When one of my children is having a chronically rough time behaving… And I mean a really, ridiculously, horrendously, insanely, hair-pulling-out-ly hard time… I resort to Lamb Carrying.
For example, the last time I used this, my 5-year-old kept hitting. It had been 2 or 3 days of constant hitting. We were under some extra stress, and I just wasn’t getting through to her. She would just hop up from a “time in” snuggling with me… and go hit her sister again! Constant. I knew she was stressed and just couldn’t handle life right now. So here’s how Lamb Carrying plays out:
I will tell the child that since she isn’t being able to be meet the expectations of being a big girl, I can’t trust her like a big girl.

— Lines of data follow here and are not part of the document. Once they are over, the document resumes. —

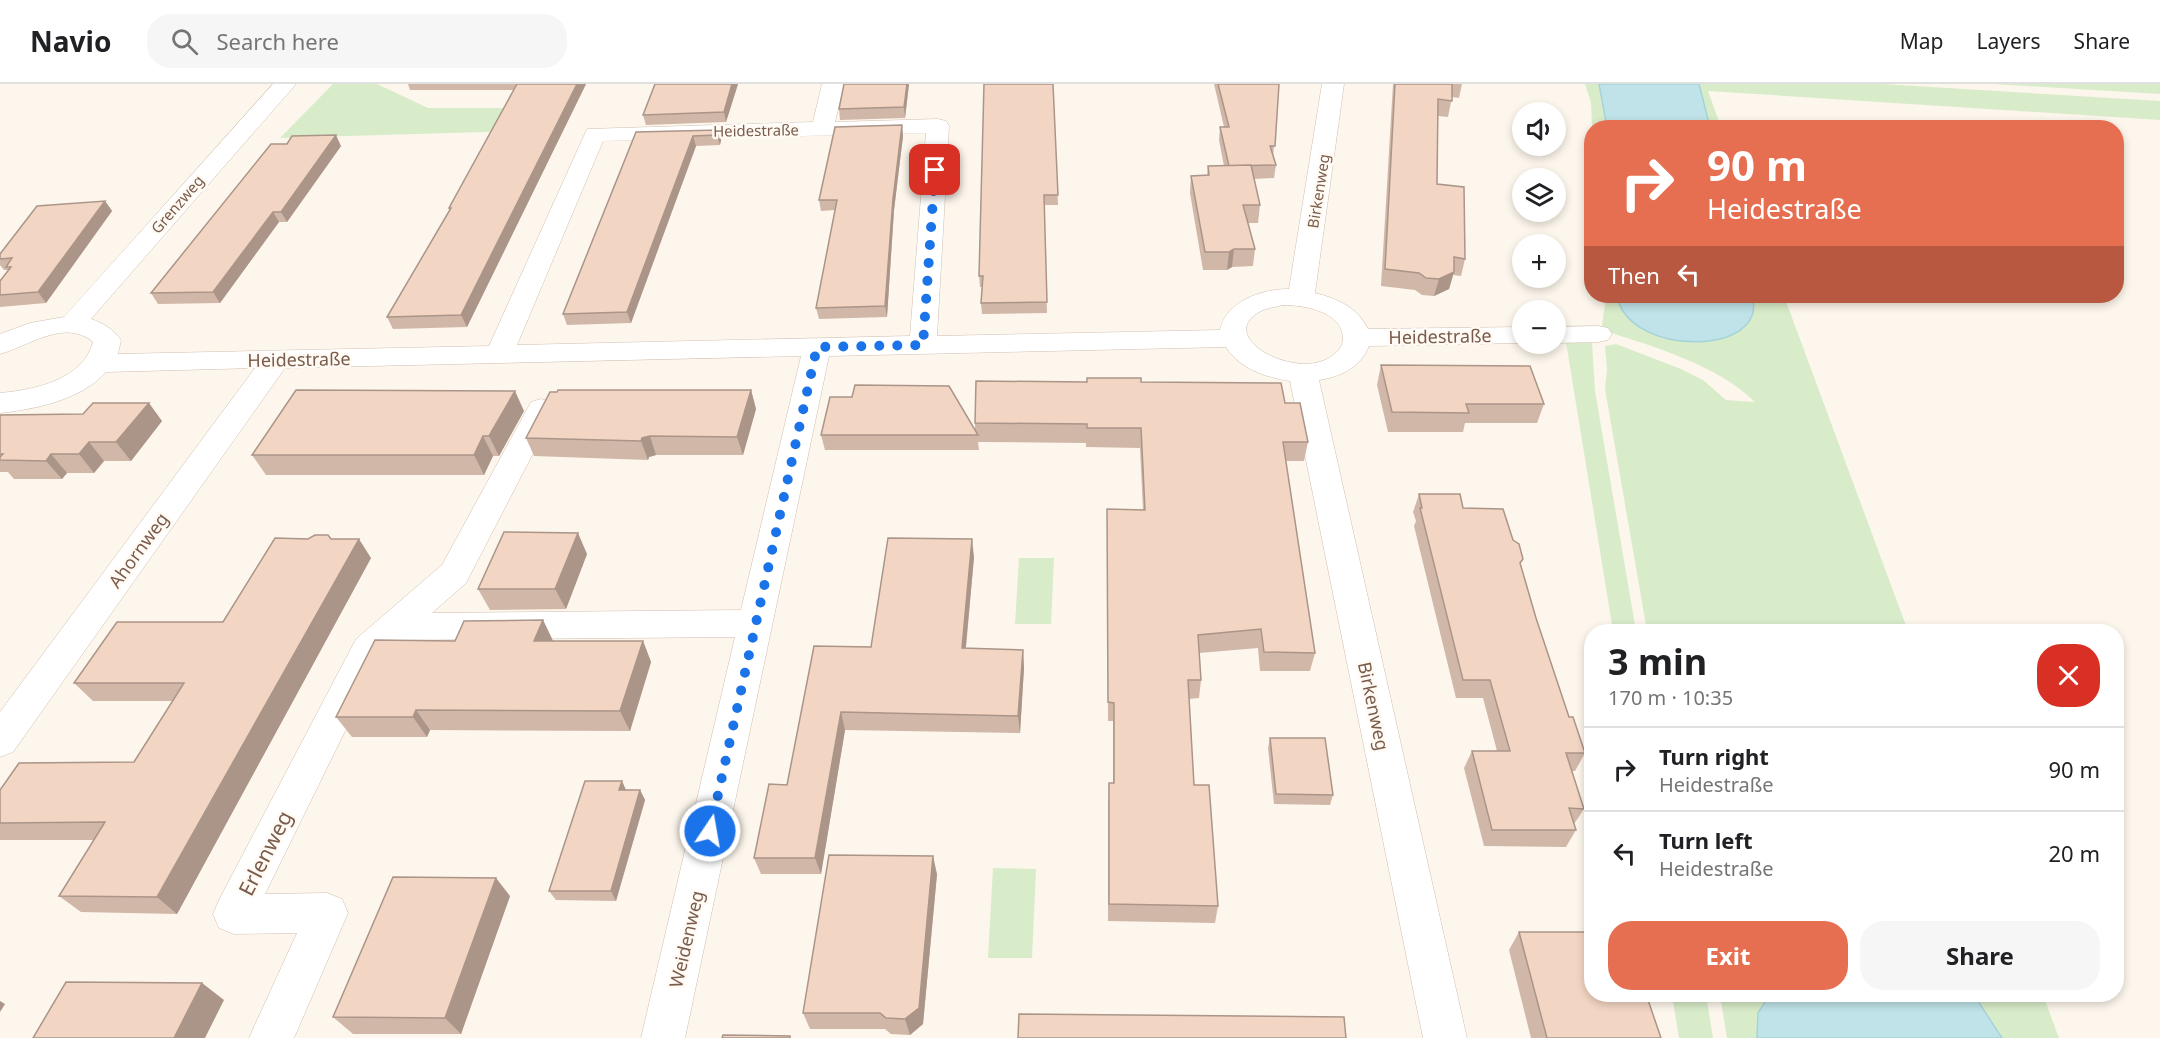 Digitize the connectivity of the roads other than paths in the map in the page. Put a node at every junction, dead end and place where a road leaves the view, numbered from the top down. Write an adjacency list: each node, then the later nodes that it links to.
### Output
1 (285, 84): 6 (street, Grenzweg)
2 (833, 84): 4 (street)
3 (1333, 84): 5 (street, Birkenweg)
4 (822, 129): 13 (street, Heidestraße); 15 (street, Heidestraße)
5 (1301, 298): 10 (street); 11 (street)
6 (70, 325): 12 (street); 17 (street)
7 (1598, 334): 9 (street)
8 (1512, 335): 11 (street, Heidestraße)
9 (1566, 335)
10 (1233, 338): 13 (street, Heidestraße); 18 (street)
11 (1358, 338): 18 (street)
12 (0, 345)
13 (923, 345): 14 (street, Heidestraße)
14 (817, 347): 15 (street, Heidestraße); 21 (street, Weidenweg)
15 (499, 354): 16 (street, Heidestraße)
16 (277, 359): 17 (street, Heidestraße); 23 (street, Ahornweg)
17 (99, 363): 19 (street)
18 (1303, 374): 26 (street, Birkenweg)
19 (0, 403)
20 (541, 409): 22 (street, Erlenweg)
21 (756, 623): 22 (street); 25 (street, Weidenweg)
22 (393, 627): 24 (street, Erlenweg)
23 (0, 741)
24 (272, 1038)
25 (663, 1038)
26 (1445, 1038)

I tell her I need to treat her like a baby, because it isn’t safe for me to give her big girl privileges. She must stay with me. Right by my side. For the rest of the day (longer if older) If I’m doing dishes, she’s doing dishes. If I’m rocking the baby, she is rocking with us, or at my feet. If I lay down for a nap, she is with me. Always. Every second. I need to feel your hand holding my skirt. Babywearing is especially helpful if the child is small enough!
Like the shepherd, I take away her independence (without any actual bone breaking!) And it hurts. She doesn’t like it at all! But It’s a necessary step for what comes next.

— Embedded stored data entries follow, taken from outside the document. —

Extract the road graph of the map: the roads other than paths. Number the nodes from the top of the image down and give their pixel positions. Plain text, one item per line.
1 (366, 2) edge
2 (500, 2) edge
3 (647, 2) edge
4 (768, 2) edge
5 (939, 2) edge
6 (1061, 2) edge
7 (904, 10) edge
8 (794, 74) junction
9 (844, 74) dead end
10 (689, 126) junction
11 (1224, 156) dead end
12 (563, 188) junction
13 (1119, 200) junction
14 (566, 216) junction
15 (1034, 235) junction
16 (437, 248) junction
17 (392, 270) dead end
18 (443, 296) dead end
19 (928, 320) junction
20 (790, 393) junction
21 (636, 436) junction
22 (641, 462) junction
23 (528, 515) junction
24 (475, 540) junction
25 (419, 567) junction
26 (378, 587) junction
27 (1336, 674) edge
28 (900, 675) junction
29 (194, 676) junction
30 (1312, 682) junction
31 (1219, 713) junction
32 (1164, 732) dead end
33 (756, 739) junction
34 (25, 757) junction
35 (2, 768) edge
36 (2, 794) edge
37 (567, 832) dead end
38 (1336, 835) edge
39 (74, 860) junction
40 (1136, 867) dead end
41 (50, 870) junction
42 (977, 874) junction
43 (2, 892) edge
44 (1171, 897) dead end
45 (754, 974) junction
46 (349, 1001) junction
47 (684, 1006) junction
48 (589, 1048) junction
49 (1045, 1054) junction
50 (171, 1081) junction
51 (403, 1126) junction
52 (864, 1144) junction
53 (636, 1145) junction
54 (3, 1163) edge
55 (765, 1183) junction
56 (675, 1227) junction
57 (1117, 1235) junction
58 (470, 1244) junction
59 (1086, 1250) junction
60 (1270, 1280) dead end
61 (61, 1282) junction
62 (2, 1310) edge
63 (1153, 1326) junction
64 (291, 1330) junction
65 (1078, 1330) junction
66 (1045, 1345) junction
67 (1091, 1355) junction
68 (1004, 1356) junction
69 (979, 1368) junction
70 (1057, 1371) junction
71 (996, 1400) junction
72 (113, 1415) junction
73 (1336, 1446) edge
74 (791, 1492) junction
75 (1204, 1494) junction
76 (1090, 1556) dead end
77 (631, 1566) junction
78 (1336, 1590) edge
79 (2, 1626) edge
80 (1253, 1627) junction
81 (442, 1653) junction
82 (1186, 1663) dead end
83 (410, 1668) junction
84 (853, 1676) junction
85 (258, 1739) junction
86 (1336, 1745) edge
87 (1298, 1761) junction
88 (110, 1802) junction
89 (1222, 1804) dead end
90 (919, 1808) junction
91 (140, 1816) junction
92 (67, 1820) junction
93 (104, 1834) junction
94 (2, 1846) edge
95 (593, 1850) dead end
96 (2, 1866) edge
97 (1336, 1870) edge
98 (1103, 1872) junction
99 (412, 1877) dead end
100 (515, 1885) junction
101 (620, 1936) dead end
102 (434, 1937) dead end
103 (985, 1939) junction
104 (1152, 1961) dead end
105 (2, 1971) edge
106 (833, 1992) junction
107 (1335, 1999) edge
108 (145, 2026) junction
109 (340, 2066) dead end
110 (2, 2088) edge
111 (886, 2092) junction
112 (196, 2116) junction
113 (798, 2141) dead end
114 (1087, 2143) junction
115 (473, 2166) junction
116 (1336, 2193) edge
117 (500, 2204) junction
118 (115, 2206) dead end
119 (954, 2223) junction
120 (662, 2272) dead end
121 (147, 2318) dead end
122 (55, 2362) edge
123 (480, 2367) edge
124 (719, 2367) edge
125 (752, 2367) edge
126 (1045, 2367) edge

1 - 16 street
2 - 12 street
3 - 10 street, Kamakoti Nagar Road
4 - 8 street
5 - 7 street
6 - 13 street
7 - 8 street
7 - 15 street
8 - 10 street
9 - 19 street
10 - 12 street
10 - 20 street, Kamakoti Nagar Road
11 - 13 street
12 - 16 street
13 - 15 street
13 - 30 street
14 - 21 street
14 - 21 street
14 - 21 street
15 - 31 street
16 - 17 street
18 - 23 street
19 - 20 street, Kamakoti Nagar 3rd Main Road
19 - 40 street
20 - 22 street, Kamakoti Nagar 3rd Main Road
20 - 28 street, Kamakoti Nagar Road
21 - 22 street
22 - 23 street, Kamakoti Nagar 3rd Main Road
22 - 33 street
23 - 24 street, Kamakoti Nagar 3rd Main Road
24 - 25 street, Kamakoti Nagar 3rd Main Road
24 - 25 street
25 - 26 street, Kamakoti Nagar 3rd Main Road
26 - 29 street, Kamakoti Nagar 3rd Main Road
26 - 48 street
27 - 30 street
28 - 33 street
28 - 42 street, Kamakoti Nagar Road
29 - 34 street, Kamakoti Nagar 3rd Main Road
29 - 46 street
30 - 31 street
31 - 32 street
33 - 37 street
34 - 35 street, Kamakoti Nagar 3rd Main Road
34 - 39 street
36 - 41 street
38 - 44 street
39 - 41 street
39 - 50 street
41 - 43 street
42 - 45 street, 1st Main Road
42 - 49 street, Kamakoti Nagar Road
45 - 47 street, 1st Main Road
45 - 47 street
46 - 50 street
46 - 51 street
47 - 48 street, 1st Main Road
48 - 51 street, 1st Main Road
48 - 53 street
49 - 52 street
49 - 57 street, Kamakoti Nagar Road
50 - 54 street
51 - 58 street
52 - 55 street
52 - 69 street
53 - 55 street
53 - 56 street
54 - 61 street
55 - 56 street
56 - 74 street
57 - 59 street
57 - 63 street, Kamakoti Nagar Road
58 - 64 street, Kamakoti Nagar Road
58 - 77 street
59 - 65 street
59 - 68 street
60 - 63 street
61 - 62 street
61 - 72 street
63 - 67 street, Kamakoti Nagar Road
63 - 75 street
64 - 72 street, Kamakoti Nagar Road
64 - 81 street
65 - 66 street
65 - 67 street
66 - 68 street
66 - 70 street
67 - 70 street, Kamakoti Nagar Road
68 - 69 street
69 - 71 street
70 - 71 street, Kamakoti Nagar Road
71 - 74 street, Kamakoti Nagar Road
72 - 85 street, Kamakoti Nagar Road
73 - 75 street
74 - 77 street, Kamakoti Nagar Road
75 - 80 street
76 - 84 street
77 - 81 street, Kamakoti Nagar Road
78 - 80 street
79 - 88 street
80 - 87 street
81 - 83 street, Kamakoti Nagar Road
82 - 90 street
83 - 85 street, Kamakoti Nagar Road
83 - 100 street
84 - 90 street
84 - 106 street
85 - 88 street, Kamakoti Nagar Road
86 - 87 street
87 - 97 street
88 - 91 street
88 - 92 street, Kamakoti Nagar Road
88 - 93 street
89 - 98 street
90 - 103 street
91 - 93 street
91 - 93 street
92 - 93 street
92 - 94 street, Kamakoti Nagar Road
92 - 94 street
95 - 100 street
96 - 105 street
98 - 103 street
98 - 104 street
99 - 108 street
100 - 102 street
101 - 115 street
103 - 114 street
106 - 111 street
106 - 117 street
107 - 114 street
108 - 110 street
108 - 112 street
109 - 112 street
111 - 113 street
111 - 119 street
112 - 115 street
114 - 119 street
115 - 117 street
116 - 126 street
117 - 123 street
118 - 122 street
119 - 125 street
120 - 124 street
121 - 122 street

Lamb Carrying is NOT a punishment! Consequence, yes. But the intent is not to cause suffering. We are hitting the emergency reset button on our relationship.

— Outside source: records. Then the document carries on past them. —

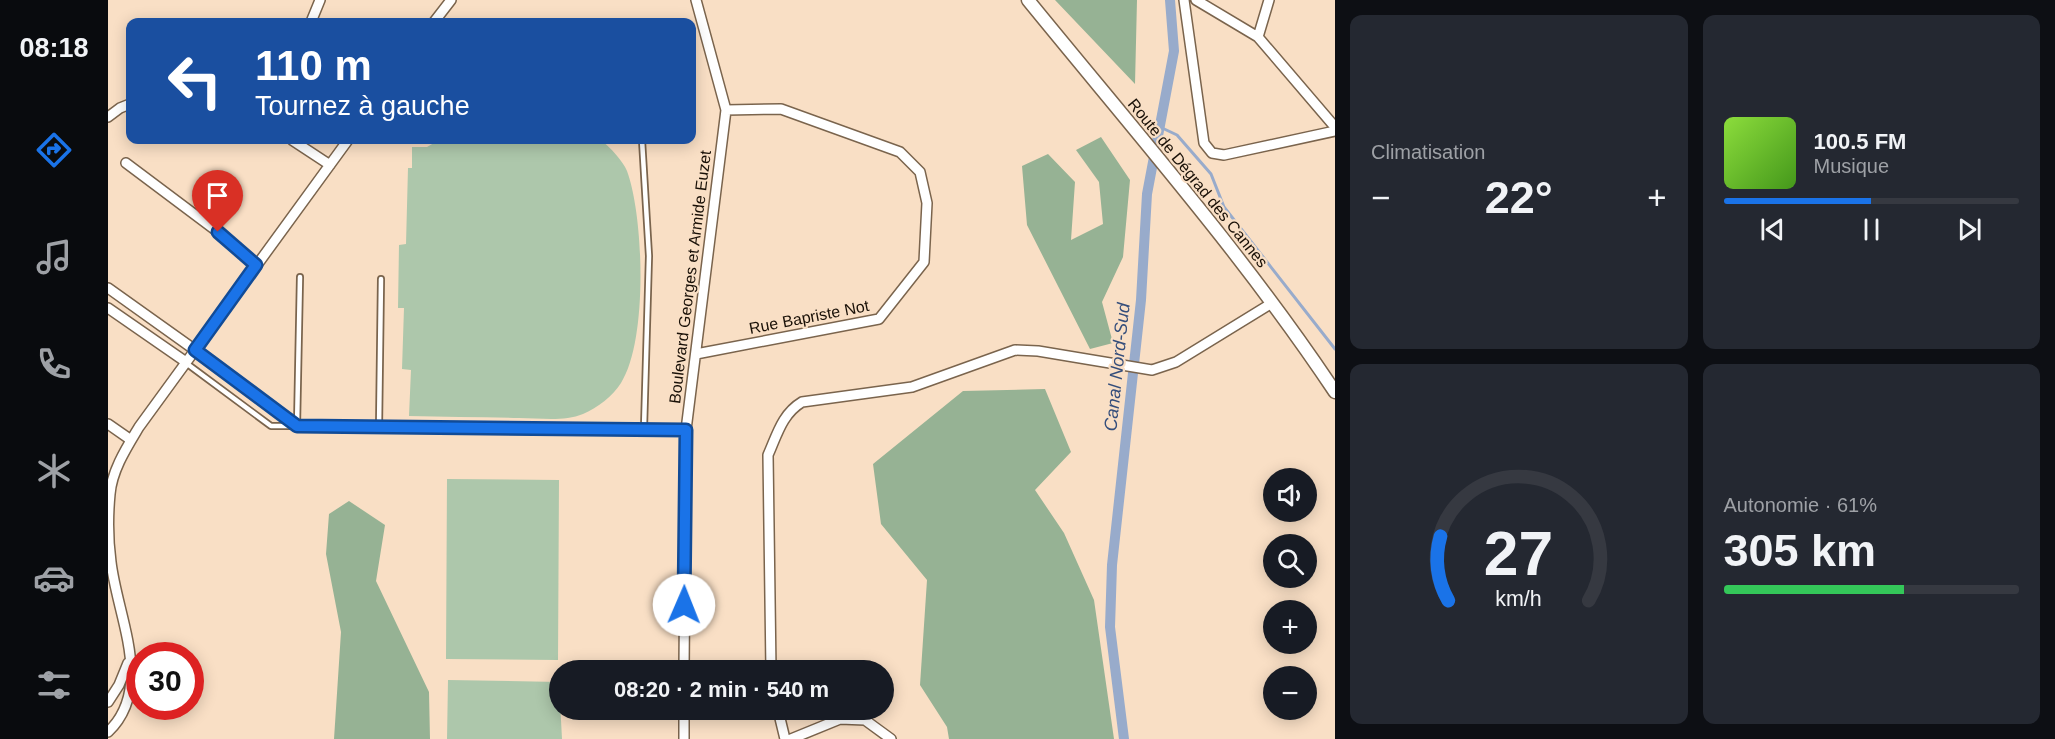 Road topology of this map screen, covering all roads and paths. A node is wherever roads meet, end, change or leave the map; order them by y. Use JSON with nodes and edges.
{"nodes":[{"id":1,"x":320,"y":0,"type":"edge"},
{"id":2,"x":451,"y":0,"type":"edge"},
{"id":3,"x":696,"y":0,"type":"edge"},
{"id":4,"x":1028,"y":0,"type":"edge"},
{"id":5,"x":1184,"y":0,"type":"edge"},
{"id":6,"x":1197,"y":0,"type":"edge"},
{"id":7,"x":1269,"y":0,"type":"edge"},
{"id":8,"x":313,"y":18,"type":"edge"},
{"id":9,"x":437,"y":18,"type":"edge"},
{"id":10,"x":1258,"y":37,"type":"junction"},
{"id":11,"x":126,"y":106,"type":"edge"},
{"id":12,"x":726,"y":110,"type":"junction"},
{"id":13,"x":108,"y":117,"type":"edge"},
{"id":14,"x":1335,"y":127,"type":"edge"},
{"id":15,"x":1335,"y":131,"type":"edge"},
{"id":16,"x":299,"y":144,"type":"edge"},
{"id":17,"x":345,"y":144,"type":"edge"},
{"id":18,"x":642,"y":144,"type":"edge"},
{"id":19,"x":126,"y":163,"type":"dead end"},
{"id":20,"x":330,"y":165,"type":"junction"},
{"id":21,"x":256,"y":265,"type":"junction"},
{"id":22,"x":300,"y":277,"type":"dead end"},
{"id":23,"x":381,"y":279,"type":"dead end"},
{"id":24,"x":108,"y":288,"type":"edge"},
{"id":25,"x":1272,"y":303,"type":"junction"},
{"id":26,"x":108,"y":308,"type":"edge"},
{"id":27,"x":195,"y":350,"type":"junction"},
{"id":28,"x":696,"y":354,"type":"junction"},
{"id":29,"x":186,"y":362,"type":"junction"},
{"id":30,"x":1335,"y":392,"type":"edge"},
{"id":31,"x":108,"y":424,"type":"edge"},
{"id":32,"x":297,"y":426,"type":"junction"},
{"id":33,"x":379,"y":428,"type":"junction"},
{"id":34,"x":644,"y":428,"type":"junction"},
{"id":35,"x":686,"y":430,"type":"junction"},
{"id":36,"x":131,"y":440,"type":"junction"},
{"id":37,"x":127,"y":642,"type":"edge"},
{"id":38,"x":684,"y":660,"type":"edge"},
{"id":39,"x":771,"y":660,"type":"edge"},
{"id":40,"x":126,"y":668,"type":"edge"},
{"id":41,"x":108,"y":702,"type":"edge"},
{"id":42,"x":126,"y":706,"type":"edge"},
{"id":43,"x":684,"y":720,"type":"edge"},
{"id":44,"x":780,"y":720,"type":"edge"},
{"id":45,"x":108,"y":732,"type":"edge"},
{"id":46,"x":684,"y":739,"type":"edge"},
{"id":47,"x":785,"y":739,"type":"edge"},
{"id":48,"x":791,"y":739,"type":"edge"},
{"id":49,"x":891,"y":739,"type":"edge"}],
"edges":[{"from":1,"to":8,"type":"street"},
{"from":2,"to":9,"type":"street"},
{"from":3,"to":12,"type":"street","name":"Boulevard Georges et Armide Euzet"},
{"from":4,"to":25,"type":"street","name":"Route de Dégrad des Cannes"},
{"from":5,"to":15,"type":"street"},
{"from":6,"to":10,"type":"street"},
{"from":7,"to":10,"type":"street"},
{"from":10,"to":14,"type":"street"},
{"from":11,"to":13,"type":"street"},
{"from":12,"to":28,"type":"street","name":"Boulevard Georges et Armide Euzet"},
{"from":12,"to":28,"type":"street","name":"Rue Bapriste Not"},
{"from":16,"to":20,"type":"street"},
{"from":17,"to":20,"type":"street"},
{"from":18,"to":34,"type":"lane"},
{"from":19,"to":21,"type":"street"},
{"from":20,"to":21,"type":"street"},
{"from":21,"to":27,"type":"street"},
{"from":22,"to":32,"type":"lane"},
{"from":23,"to":33,"type":"lane"},
{"from":24,"to":27,"type":"street"},
{"from":25,"to":30,"type":"street","name":"Route de Dégrad des Cannes"},
{"from":25,"to":39,"type":"street"},
{"from":26,"to":29,"type":"street"},
{"from":27,"to":29,"type":"street"},
{"from":27,"to":32,"type":"lane"},
{"from":28,"to":35,"type":"street","name":"Boulevard Georges et Armide Euzet"},
{"from":29,"to":32,"type":"lane"},
{"from":29,"to":36,"type":"street"},
{"from":31,"to":36,"type":"street"},
{"from":32,"to":33,"type":"lane"},
{"from":33,"to":34,"type":"lane"},
{"from":34,"to":35,"type":"lane"},
{"from":35,"to":38,"type":"street","name":"Boulevard Georges et Armide Euzet"},
{"from":36,"to":37,"type":"street"},
{"from":40,"to":41,"type":"street"},
{"from":42,"to":45,"type":"street"},
{"from":43,"to":46,"type":"street"},
{"from":44,"to":47,"type":"street"},
{"from":48,"to":49,"type":"street"}]}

Like the shepherd, I don’t neglect this suddenly dependant lamb. I nurture. I nurse. I love. I teach. While we are washing those dishes? We are singing songs and talking about the science behind bubbles. While I am rocking the baby? We are telling stories, memorizing poems, and giving silly names to the birds we see out the window. And teaching? Well, having her with me lets me address the things she is struggling with in my non-punitive ways. For example, I can intercept her hand if she tries to hit someone, instead of watching it from across the room. We are two people, on the same side, both working to help her get through this tough time. Also, it is so very important to extend some extra grace during Lamb Carrying. Do not acknowledge every tiny infraction! Let some disrespect slide. We are working on our emotional connection, not policing for perfection. The Shepherd doesn’t punish the lamb for bleating in her pain.
How long does it last?
For us, our 3-year-old usually feels (and therefore behaves) better after a few hours. The 5-year-old took 2 days one time. It could be longer with older children.
Remember, this is not a punishment. It is not a grounding. Although it seems similiar on the surface, the goal is not to make a child “pay” for an offence and “learn their lesson.” The point is acknowledging that your child is not being able to meet your expectations, and removing them from a situation they are currently incapable of handling (having big kid privileges.) Once the child is reconnected to you, once their love cup is full again, they have more emotional stability. And more desire and ability to meet your family’s expectations.